Hawk head - Acrylic on paper - 35cm x 25cm - 2019
Billy Bagilhole - Juncture
Private View: 8th February 6-9pm, sponsored by German Kraft brewery.
Exhibition open: 8th - 23rd February 2019 Thu-Sun 11-6pm
HOXTON 253 is delighted to present its inauguration exhibition: Juncture, the first solo show by Billy Bagilhole.
"Billy Bagilhole grew up in a household full of his father’s paintings and prints, from a young age drawing indians, animals, religious figures imitating those images created by his father upon the walls. They continue to be a fascination as his father passed away when he was 6 in the year of 2001. His experience is embellished as a time capsule of creativity for works ongoing. He often states that the reason he continued to persist within art was because of his father and this is why his empathy for mark-making, for creating is so strong.

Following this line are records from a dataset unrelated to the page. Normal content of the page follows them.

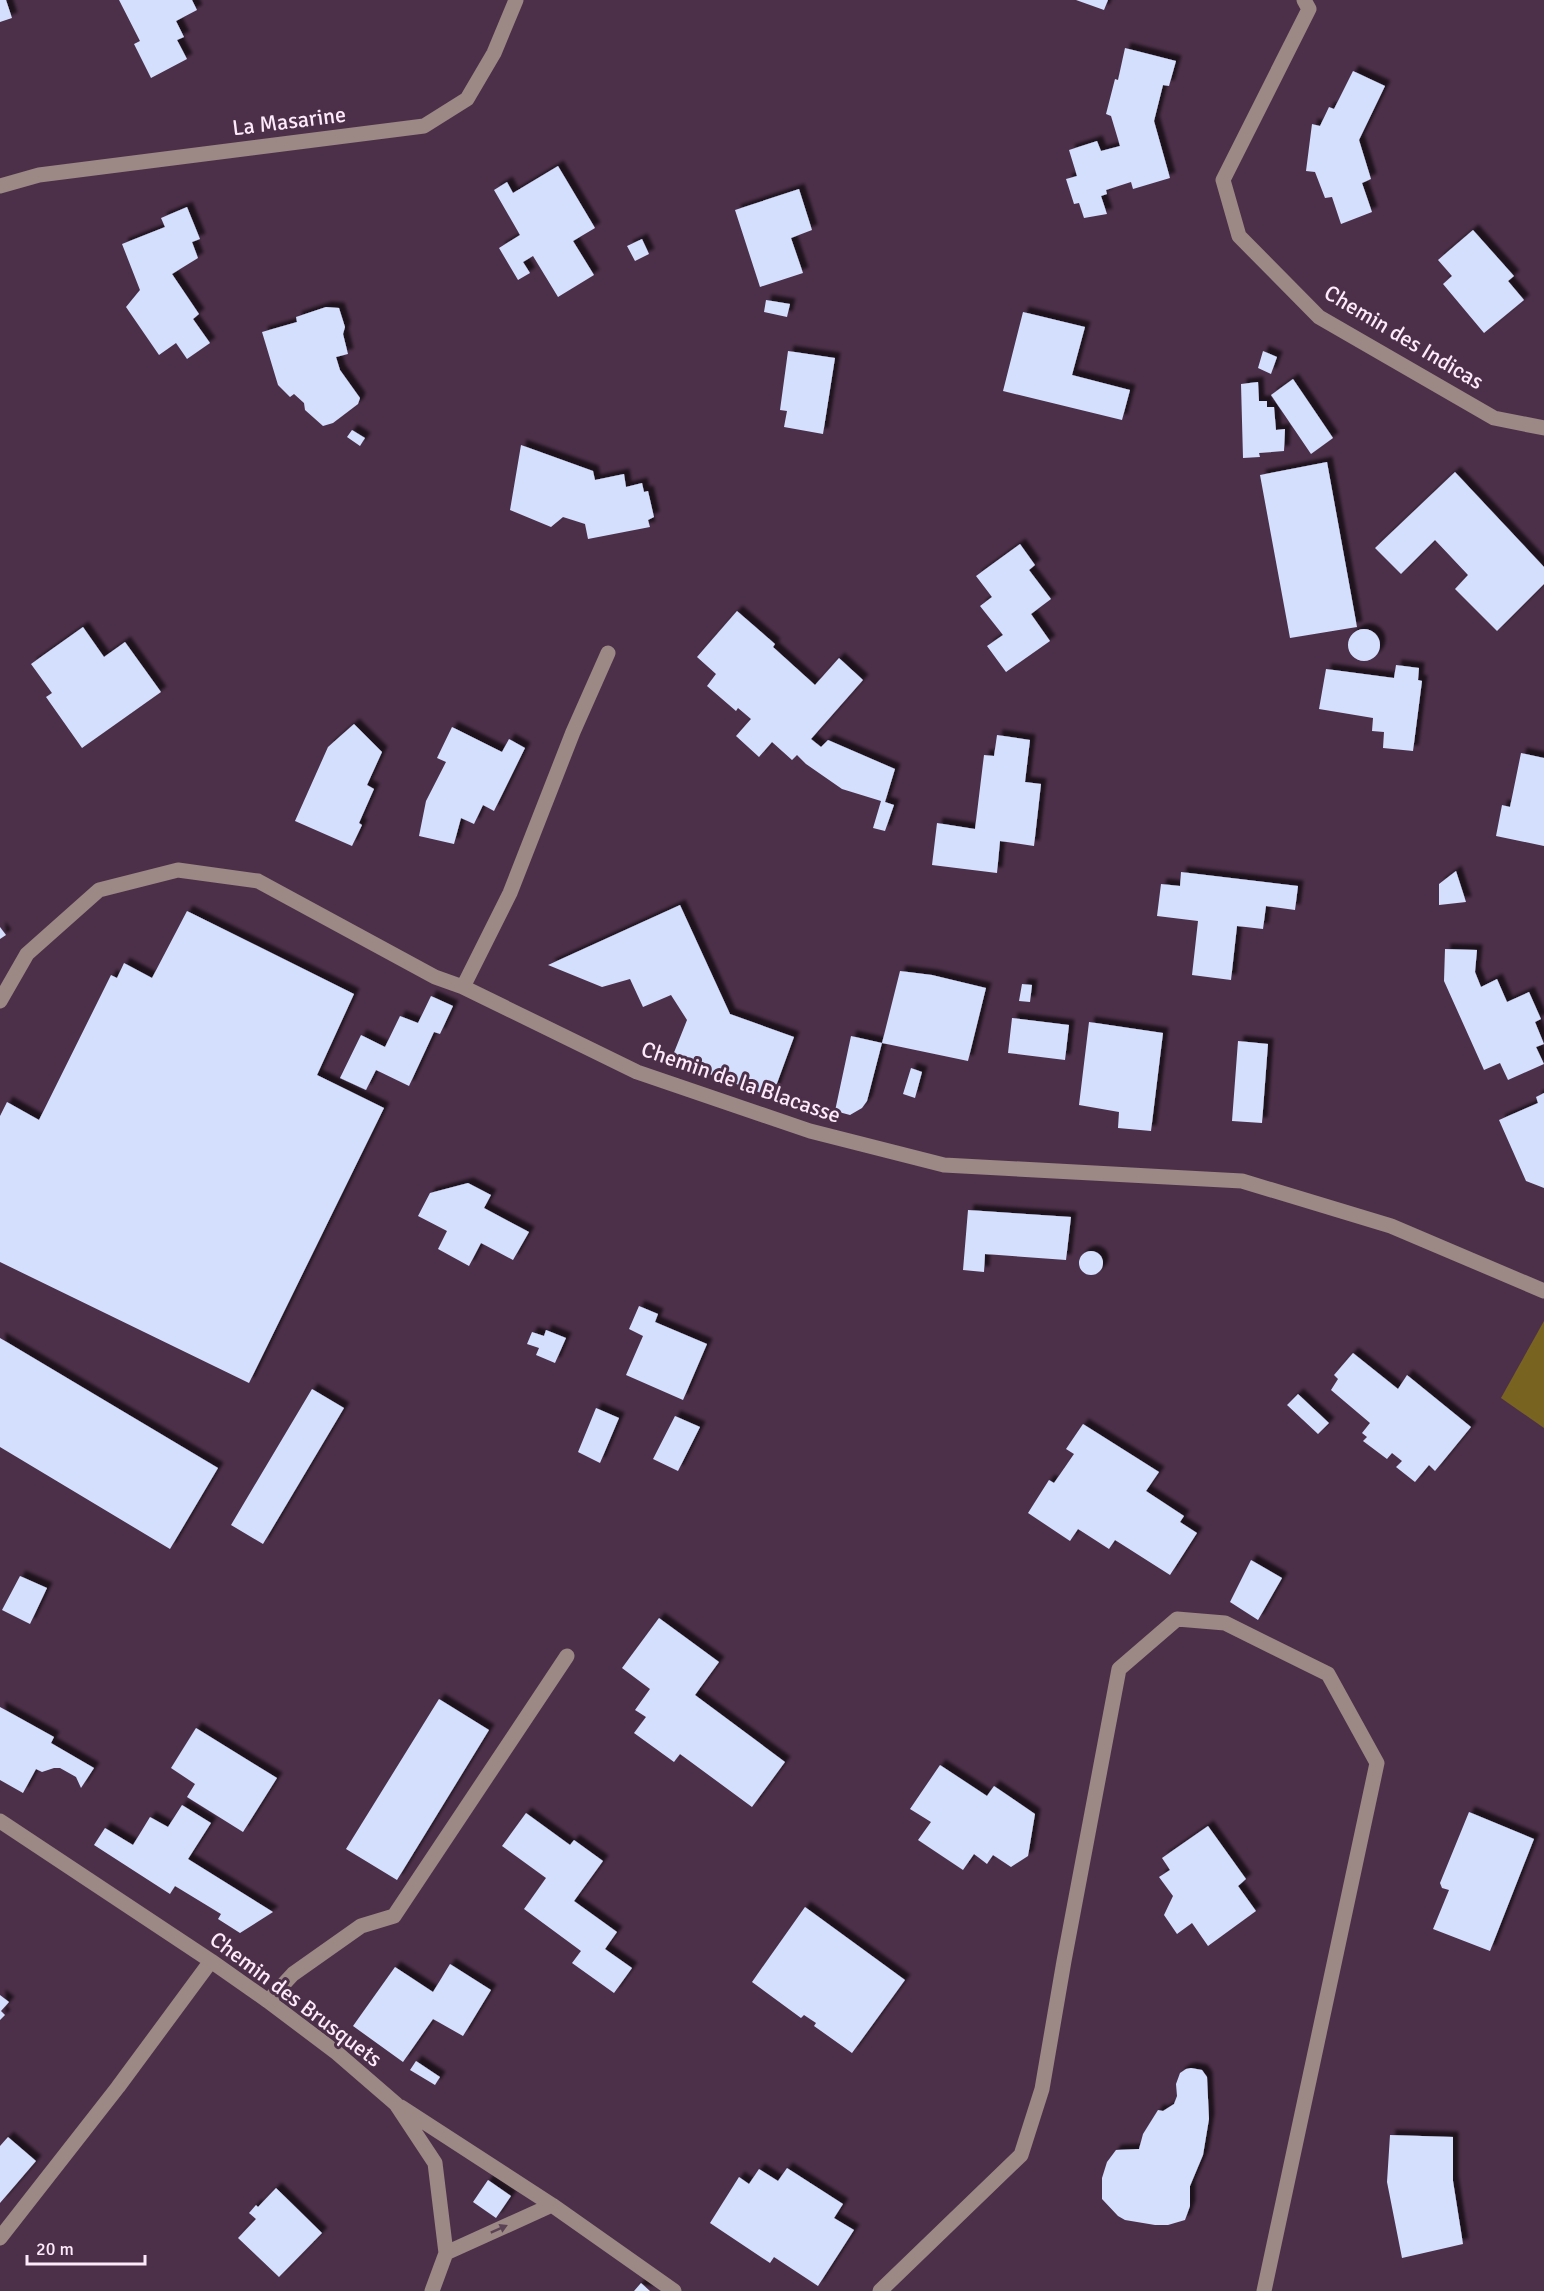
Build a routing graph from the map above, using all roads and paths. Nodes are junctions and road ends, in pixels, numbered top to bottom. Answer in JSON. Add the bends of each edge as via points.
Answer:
{"nodes":[{"id":1,"x":516,"y":0,"type":"edge"},
{"id":2,"x":1304,"y":0,"type":"edge"},
{"id":3,"x":0,"y":186,"type":"edge"},
{"id":4,"x":1544,"y":428,"type":"edge"},
{"id":5,"x":608,"y":653,"type":"dead end"},
{"id":6,"x":463,"y":987,"type":"junction"},
{"id":7,"x":0,"y":1001,"type":"edge"},
{"id":8,"x":1544,"y":1292,"type":"edge"},
{"id":9,"x":567,"y":1656,"type":"dead end"},
{"id":10,"x":0,"y":1821,"type":"edge"},
{"id":11,"x":211,"y":1961,"type":"junction"},
{"id":12,"x":268,"y":2001,"type":"junction"},
{"id":13,"x":396,"y":2104,"type":"junction"},
{"id":14,"x":552,"y":2205,"type":"junction"},
{"id":15,"x":0,"y":2238,"type":"edge"},
{"id":16,"x":446,"y":2253,"type":"junction"},
{"id":17,"x":432,"y":2291,"type":"edge"},
{"id":18,"x":674,"y":2291,"type":"edge"},
{"id":19,"x":880,"y":2291,"type":"edge"},
{"id":20,"x":1264,"y":2291,"type":"edge"}],
"edges":[{"from":1,"to":3,"type":"street","name":"La Masarine","via":[[494,53],[467,99],[424,126],[39,175]]},
{"from":2,"to":4,"type":"street","name":"Chemin des Indicas","via":[[1309,9],[1223,180],[1239,236],[1319,317],[1494,418]]},
{"from":5,"to":6,"type":"street","via":[[510,893]]},
{"from":6,"to":7,"type":"street","name":"Chemin de la Blacasse","via":[[435,977],[258,881],[178,870],[99,890],[27,954]]},
{"from":6,"to":8,"type":"street","name":"Chemin de la Blacasse","via":[[637,1072],[810,1131],[944,1165],[1242,1180],[1390,1226]]},
{"from":9,"to":12,"type":"street","via":[[394,1916],[361,1926],[293,1974]]},
{"from":10,"to":11,"type":"street","name":"Chemin des Brusquets"},
{"from":11,"to":12,"type":"street","name":"Chemin des Brusquets"},
{"from":11,"to":15,"type":"street"},
{"from":12,"to":13,"type":"street","name":"Chemin des Brusquets"},
{"from":13,"to":14,"type":"street"},
{"from":13,"to":16,"type":"street","name":"Chemin des Brusquets","via":[[435,2163]]},
{"from":16,"to":14,"type":"street","one_way":true},
{"from":14,"to":18,"type":"street"},
{"from":16,"to":17,"type":"street","name":"Chemin des Brusquets"},
{"from":19,"to":20,"type":"street","via":[[1021,2155],[1042,2089],[1119,1669],[1177,1619],[1225,1623],[1328,1674],[1377,1763]]}]}
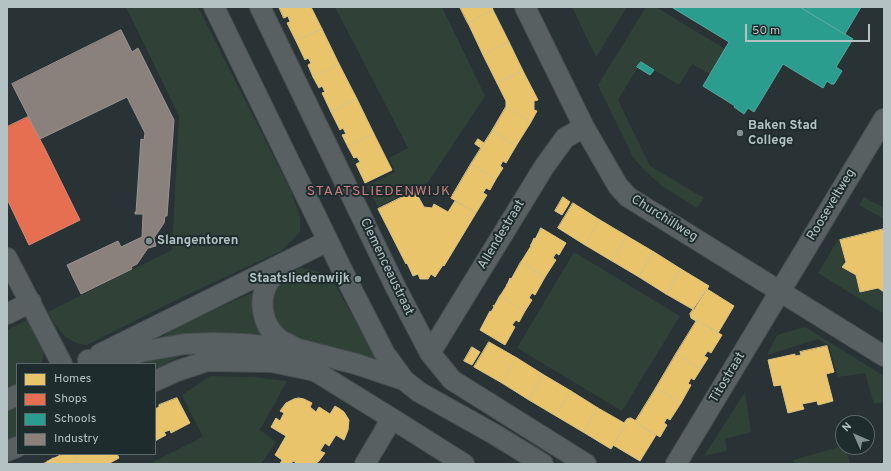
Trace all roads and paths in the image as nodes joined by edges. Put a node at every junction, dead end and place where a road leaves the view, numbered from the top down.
1 (214, 7) edge
2 (260, 7) edge
3 (525, 7) edge
4 (884, 119) edge
5 (584, 127) junction
6 (328, 241) junction
7 (7, 258) edge
8 (285, 263) junction
9 (780, 291) junction
10 (31, 302) junction
11 (7, 314) edge
12 (298, 349) junction
13 (430, 353) junction
14 (884, 356) edge
15 (84, 362) edge
16 (62, 363) edge
17 (404, 380) junction
18 (156, 381) edge
19 (16, 396) edge
20 (7, 400) edge
21 (391, 418) junction
22 (365, 464) edge
23 (464, 464) edge
24 (542, 464) edge
25 (586, 464) edge
26 (676, 464) edge

1 - 6 street
2 - 13 street, Clemenceaustraat
3 - 5 street, Churchillweg
4 - 9 street, Rooseveltweg
5 - 9 street, Churchillweg
5 - 13 street, Allendestraat
6 - 8 street
6 - 17 street
7 - 10 street
8 - 12 street
8 - 15 street
9 - 14 street, Churchillweg
9 - 26 street, Titostraat
10 - 11 street
10 - 16 street
12 - 15 street
12 - 17 street
13 - 25 street, Clemenceaustraat
17 - 24 street
18 - 21 street
19 - 20 street
21 - 22 street
21 - 23 street

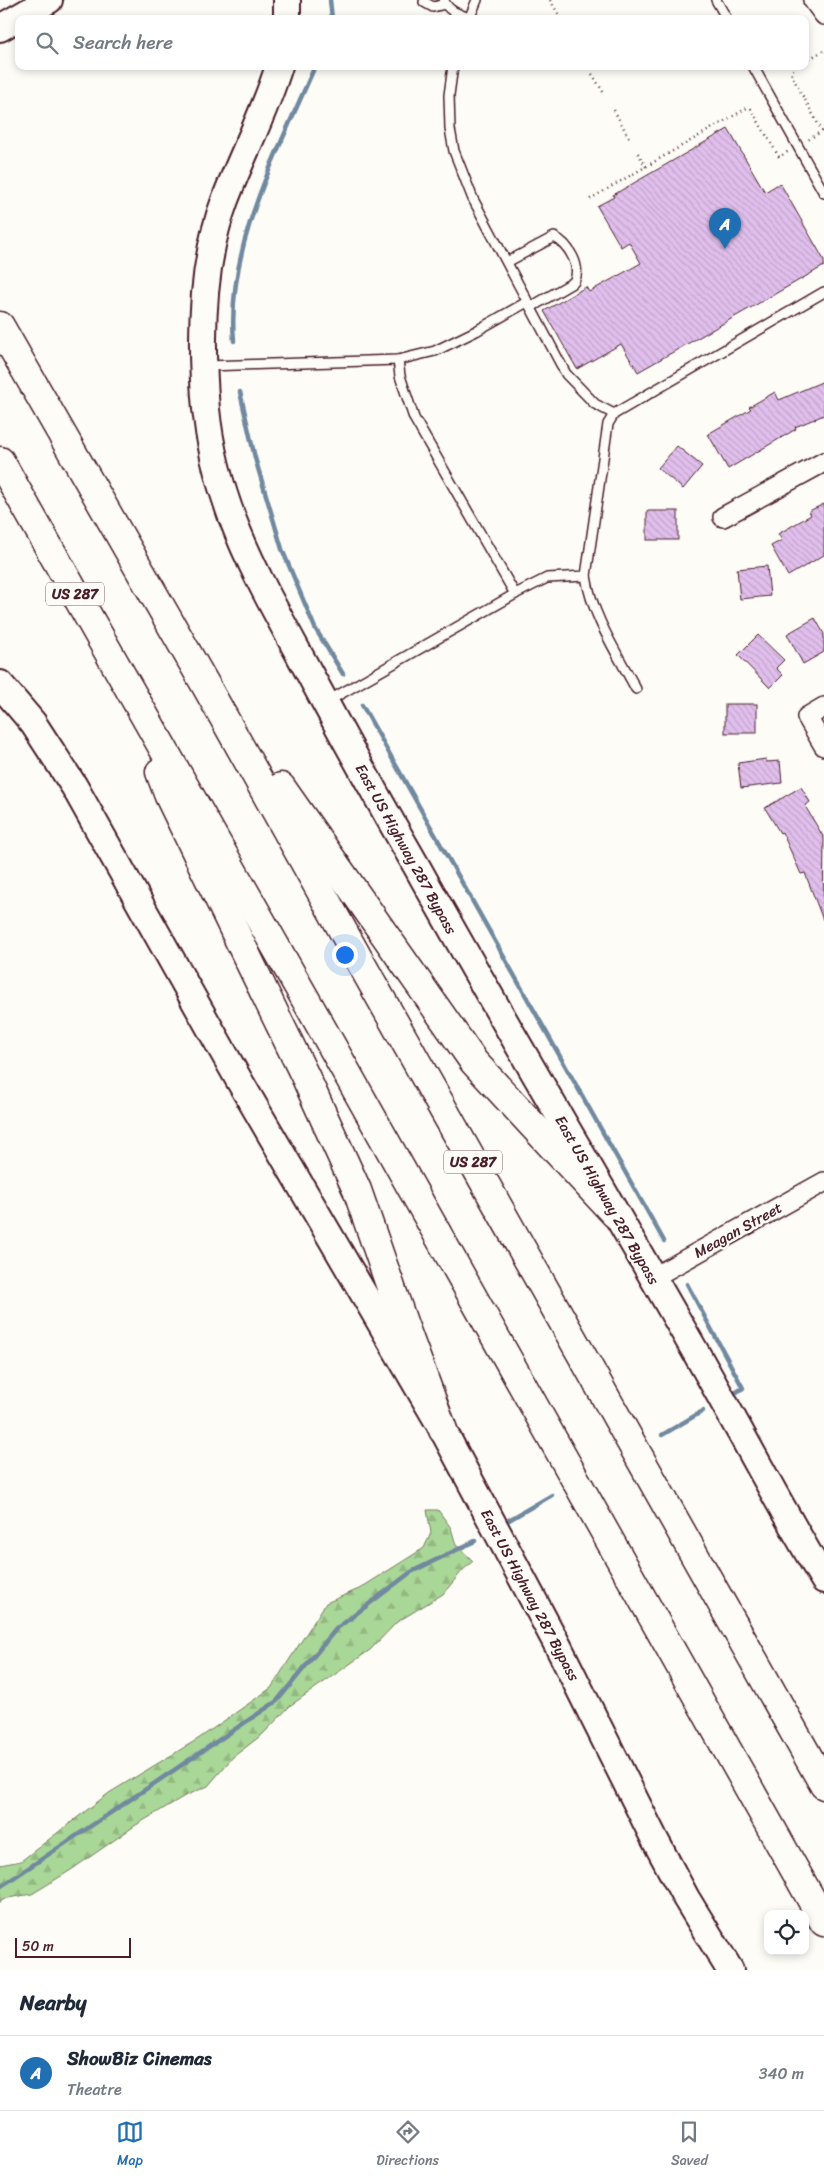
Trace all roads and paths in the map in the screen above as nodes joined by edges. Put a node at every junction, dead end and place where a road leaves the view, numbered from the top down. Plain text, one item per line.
1 (49, 0) edge
2 (287, 0) edge
3 (434, 0) edge
4 (477, 0) edge
5 (550, 0) edge
6 (716, 0) edge
7 (812, 0) edge
8 (424, 2) dead end
9 (444, 2) edge
10 (23, 15) edge
11 (287, 15) edge
12 (460, 15) edge
13 (470, 15) edge
14 (559, 15) dead end
15 (725, 15) edge
16 (824, 15) edge
17 (15, 19) edge
18 (0, 28) edge
19 (823, 51) edge
20 (809, 59) edge
21 (278, 70) edge
22 (452, 70) edge
23 (755, 70) edge
24 (793, 70) edge
25 (592, 74) dead end
26 (605, 95) dead end
27 (614, 110) dead end
28 (630, 138) dead end
29 (807, 141) dead end
30 (790, 151) dead end
31 (638, 153) dead end
32 (646, 167) junction
33 (824, 193) edge
34 (590, 199) dead end
35 (507, 262) junction
36 (824, 292) edge
37 (529, 305) junction
38 (0, 326) edge
39 (398, 360) junction
40 (203, 366) junction
41 (614, 414) junction
42 (0, 461) edge
43 (824, 462) edge
44 (723, 517) dead end
45 (122, 538) junction
46 (586, 576) junction
47 (514, 594) junction
48 (0, 684) edge
49 (636, 689) dead end
50 (326, 703) junction
51 (824, 707) edge
52 (151, 727) junction
53 (824, 746) edge
54 (824, 1182) edge
55 (615, 1214) junction
56 (652, 1278) junction
57 (443, 1430) junction
58 (824, 1580) edge
59 (824, 1785) edge
60 (824, 1922) edge
61 (730, 1970) edge

1 - 10 main road
2 - 11 main road
3 - 9 lane
4 - 13 lane
5 - 14 path
6 - 15 lane
7 - 16 street
8 - 9 lane
9 - 12 lane
17 - 18 main road
19 - 20 path
21 - 40 main road, East US Highway 287 Bypass
22 - 35 lane
23 - 33 lane
24 - 29 path
25 - 26 path
27 - 28 path
30 - 32 path
31 - 32 path
32 - 34 path
35 - 37 lane
35 - 37 lane
36 - 41 lane
37 - 39 lane
37 - 41 lane
38 - 45 highway, US 287
39 - 40 lane
39 - 47 lane
40 - 50 main road, East US Highway 287 Bypass
41 - 46 lane
42 - 52 highway, US 287
43 - 44 street
45 - 55 highway
45 - 59 highway, US 287
46 - 47 lane
46 - 49 lane
47 - 50 lane
48 - 57 main road, East US Highway 287 Bypass
50 - 55 main road, East US Highway 287 Bypass
51 - 53 street
52 - 57 highway
52 - 60 highway, US 287
54 - 56 street, Meagan Street
55 - 56 main road, East US Highway 287 Bypass
56 - 58 main road, East US Highway 287 Bypass
57 - 61 main road, East US Highway 287 Bypass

Bagilhole predominantly works through the mediums of painting and filmmaking. Often covering canvases with salt and thick paint, he enjoys the technicality within painting, within colour and within the eye of the lens. Bagilhole frequently works through internal gestures and hints of nostalgic representations on abstracted life. Often colliding colour with imagery of sinisterness. He feels that painting becomes an expressionistic form of understanding and that by leaving the work as an open question, an unknown metaphor, meaning within painting or filmmaking, within art becomes infinite.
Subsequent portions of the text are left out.